3. I have heard the learned Advocates of both sides. It is obvious that the impugned order of the learned Magistrate cannot stand for more than one reason. Admittedly, the proceedings in which this order was passed were summary proceedings. The entire trial in summary proceedings has to go on before one and the same Magistrate. Here as the admitted facts are, the plea of the guilt was recorded by Shri Patil as early as on 17th August, 1981, and Shri Tekade has passed the order of conviction about two years later, i.e. in June 1983 relying on the said plea. It is difficult to appreciate how he could satisfy himself about the voluntariness or otherwise of a plea which was recorded by his predecessor symbolically as 'P.G.'. The cryptic fashion in which the plea is recorded is clearly contrary to the letter and spirit of section 252 of the Cri.P.C. which requires the plea of guilty to be recorded as nearly as possible in the words used by the accused.

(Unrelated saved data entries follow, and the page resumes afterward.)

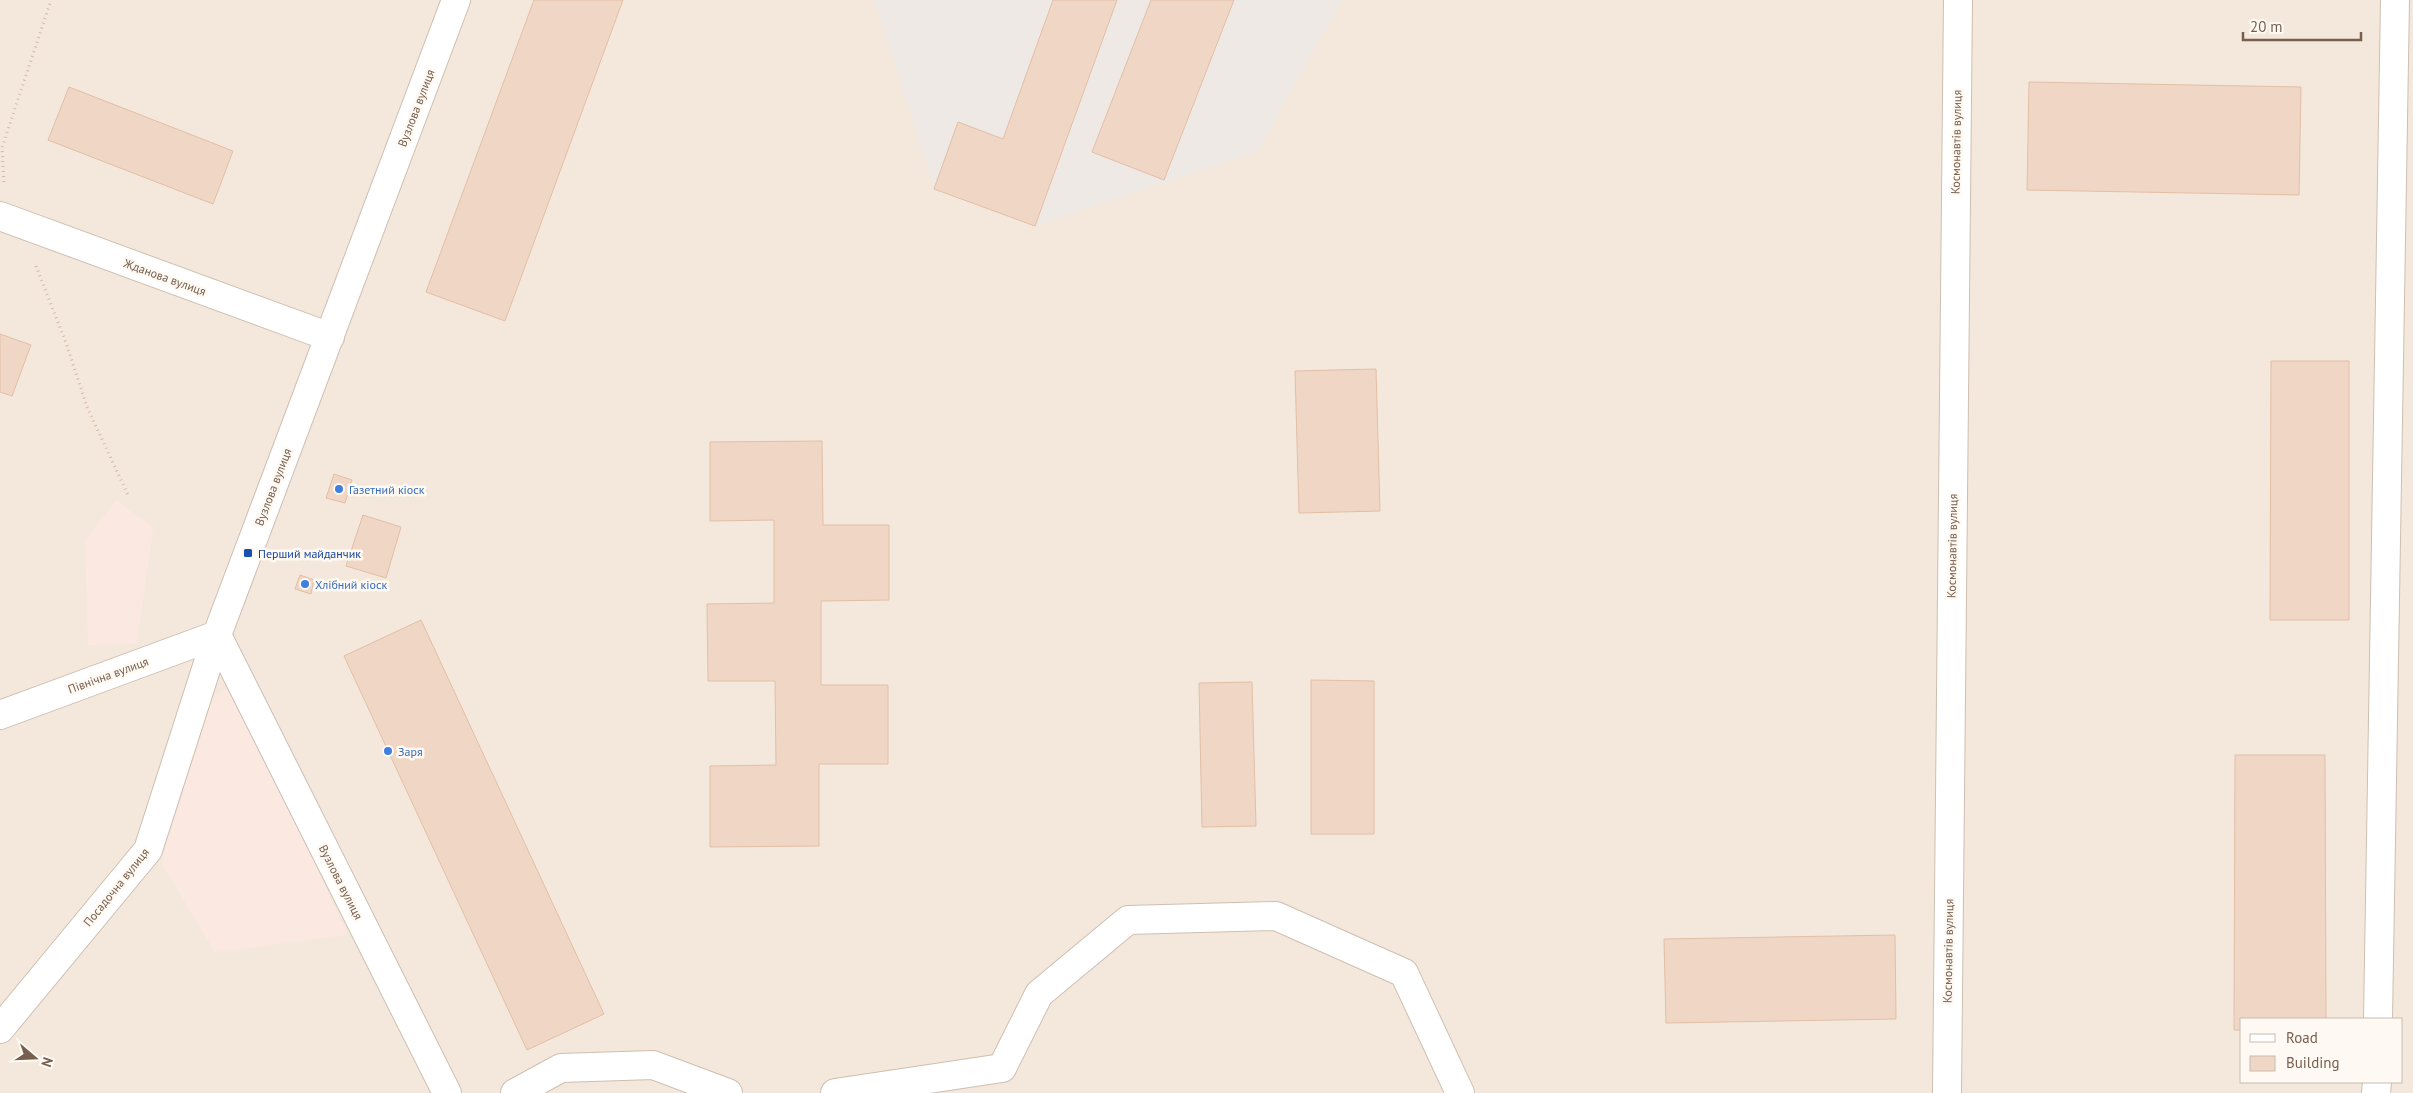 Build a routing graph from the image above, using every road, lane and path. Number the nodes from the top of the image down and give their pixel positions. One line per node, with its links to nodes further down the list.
1 (456, 0): 5 (street, Вузлова вулиця)
2 (1958, 0): 15 (street, Космонавтів вулиця)
3 (2395, 0): 8 (street)
4 (0, 216): 5 (street, Жданова вулиця)
5 (330, 338): 6 (street, Вузлова вулиця)
6 (217, 635): 7 (street, Північна вулиця); 9 (street, Посадочна вулиця); 10 (street, Вузлова вулиця)
7 (0, 715)
8 (2378, 1018)
9 (0, 1029)
10 (447, 1093)
11 (515, 1093): 12 (street)
12 (728, 1093)
13 (835, 1093): 14 (street)
14 (1460, 1093)
15 (1947, 1093)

Indeed if Shri Patil was satisfied that the petitioner's plea was voluntary, nothing had prevented him from proceeding to convict and sentence him on its strength on 17th August, 1981 itself. This he did not do. It will be bold to pretend that the record provides enough materials to the successor Magistrate to hold that the plea recorded by his predecessor was voluntary. For these reasons, the impugned order cannot be sustained. Shri Tekade will have to proceed with the trial from first stage, viz. recording of plea.

4. The revision petition is allowed. The impugned order is set aside. The learned Magistrate is directed to proceed with the trial of the case in accordance with law as expeditiously as possible. The rule is made absolute. Parties to appear before the learned Magistrate on 13th February, 1984. Fine, if paid, will be refunded to the petitioner. Bail Bond cancelled.